小松由佳さんインタビュー
ドキュメンタリーフォトグラファーとして、
シリア難民の取材を続けている小松由佳さんに
『国境の夜想曲』を観た感想を聞いた。
それでもそこに生きていかなければいけないという
静かな意思を、彼らの日常が物語っていました
『国境の夜想曲』をご覧になって、小松さんご自身の経験と照らし合わせていかがでしたでしょうか。
まず、全体を覆う重苦しい雰囲気に圧倒されました。複雑な情勢下にあらねばならない苦しみ、不条理。しかしそれでもそこに生きていかなければいけないという静かな意思を、彼らの日常が物語っていました。
どのシーンが最も一番印象に残りましたか?
遠くの街で油田が燃え、空が赤く染まっている。どこからか銃声も聞こえるなかで、男性が一人、湿地帯を小さな舟で漕いでゆくところです。穏やかではない人間の所業と、それでも風土のなかに生きてゆく人間の姿がありました。
例え人々が政治やイデオロギー、民族によって分断されていても、
カメラが捉えた人々はカテゴライズで分断されることなく、
あるがままの人間として私たちに迫ってくる
本作は紛争に巻き込まれた地域を撮影していますが、そこに暮らす人たちの日常はどう見えますか?
国境という、人間が作り出した境界線によって、そこに暮らす人間の人生は大きく変わります。シリア・トルコ国境では、シリア側から逃れてくる難民を毎年取材していますが、一本の国境によっていかに人間そのものが分断されるかを感じてきました。

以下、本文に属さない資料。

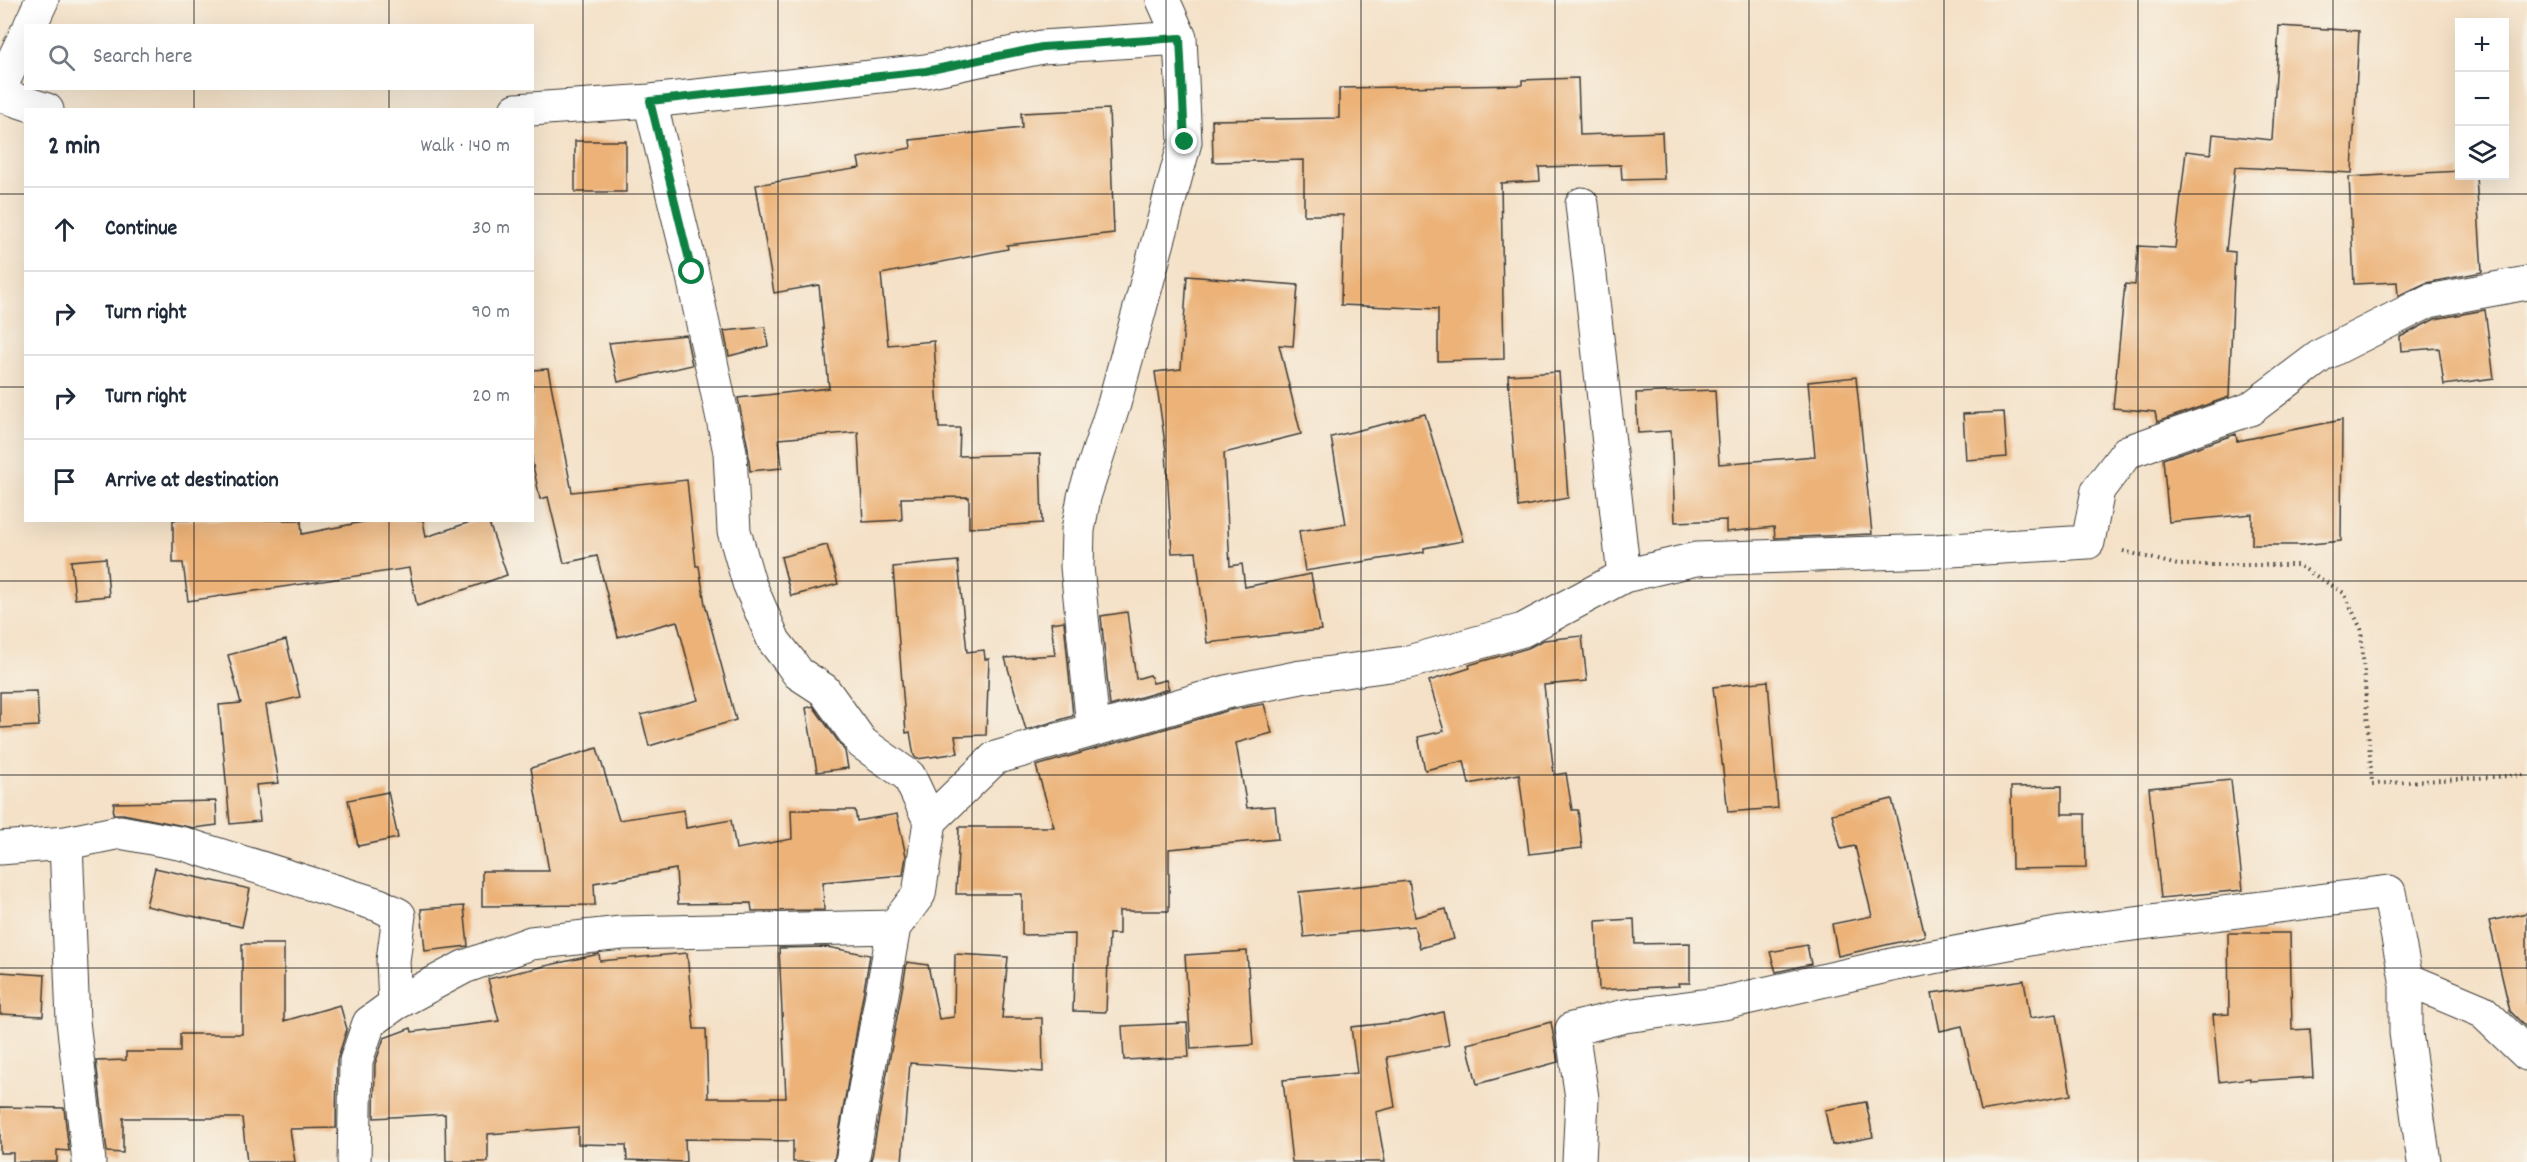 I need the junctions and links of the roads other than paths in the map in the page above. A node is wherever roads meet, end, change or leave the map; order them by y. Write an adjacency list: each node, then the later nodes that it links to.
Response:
1 (42, 0): 3 (main road)
2 (1163, 0): 5 (main road)
3 (31, 24)
4 (24, 38): 6 (main road)
5 (1180, 38): 8 (main road); 14 (main road)
6 (0, 88)
7 (0, 95): 9 (main road)
8 (650, 101): 10 (main road); 15 (main road)
9 (41, 108)
10 (534, 109)
11 (1582, 204): 13 (main road)
12 (2527, 282): 13 (main road)
13 (1624, 576): 14 (main road)
14 (1097, 729): 15 (main road)
15 (930, 821): 18 (main road)
16 (66, 843): 17 (main road); 20 (main road); 22 (main road)
17 (0, 848)
18 (894, 927): 20 (main road); 24 (main road)
19 (2406, 979): 21 (main road); 25 (main road); 26 (main road)
20 (395, 1004): 23 (main road)
21 (2527, 1053)
22 (89, 1162)
23 (354, 1162)
24 (852, 1162)
25 (1579, 1162)
26 (2424, 1162)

最近(2022年1月現在)では、シリアからトルコへの越境は、密入国業者に支払う金額として、一人当たり約1000ドル近くが必要とされます。高額であるばかりでなく、越境は非常に危険であり、もしトルコ軍に見つかれば、銃撃されて命を落とす可能性もあります。それでもシリアから逃れてくる人々はあとをたちません。人々は、人生を変えるため、国境を越えてくるのです。
私が2015年から取材しているトルコ南部ハタイ県レイハンルも、国境の街としての政治的な緊張にある街です。しかしそこでは、少なくともシリアでは手に入らなかった安全を手にした安堵感を、人々から感じられます。
本作の素晴らしい点は、彼らが誰であり、どこに生きているのか、背景にある情勢や政治についての具体的な部分を語ることなく、ただ目の前に存在している人間の姿を圧倒的リアリティで写し出している点です。そうした点で、例え人々が政治やイデオロギー、民族によって分断されていても、カメラが捉えた人々はカテゴライズで分断されることなく、あるがままの人間として私たちに迫ってくるのです。
本作はいくつかのストーリーによって構成されていますが、それらが最後には全体として結びつき、分断と圧力と不安定さに覆われた国境地域の匂いを彷彿とさせます。それも、特別な事件やセンセーショナルな心の動きからではなく、そこで起きていることを淡々と捉え、抒情詩のような見せ方で伝えています。
一貫してノーナレーションだからこそ、私たちは作中に深く入り込み、その世界に浸ることができます。作品全体を覆っているのは、人間の苦悩であるように感じられました。しかしそこには、この先へと続くだろう、日常の営みがありました。
戦うことでしか、戦いを終えることのできない人間の愚かさと、それでも生き続けていく人間の意志。光と陰とを印象的に捉えた美しい映像からは、人間という存在についての根源的な問いがあふれていました。
小松由佳さんプロフィール
ドキュメンタリーフォトグラファー。1982年、秋田県生まれ。山に魅せられ、2006年、世界第二の高峰K2(8611m/パキスタン)に日本人女性として初めて登頂。植村直己冒険賞受賞。やがて風土に生きる人間の暮らしに惹かれ、草原や沙漠を旅しながらフォトグラファーを志す。12年からシリア内戦・難民をテーマに撮影。著書に『人間の土地へ』(20/集英社インターナショナル)など。21年5月、第8回山本美香記念国際ジャーナリスト賞受賞。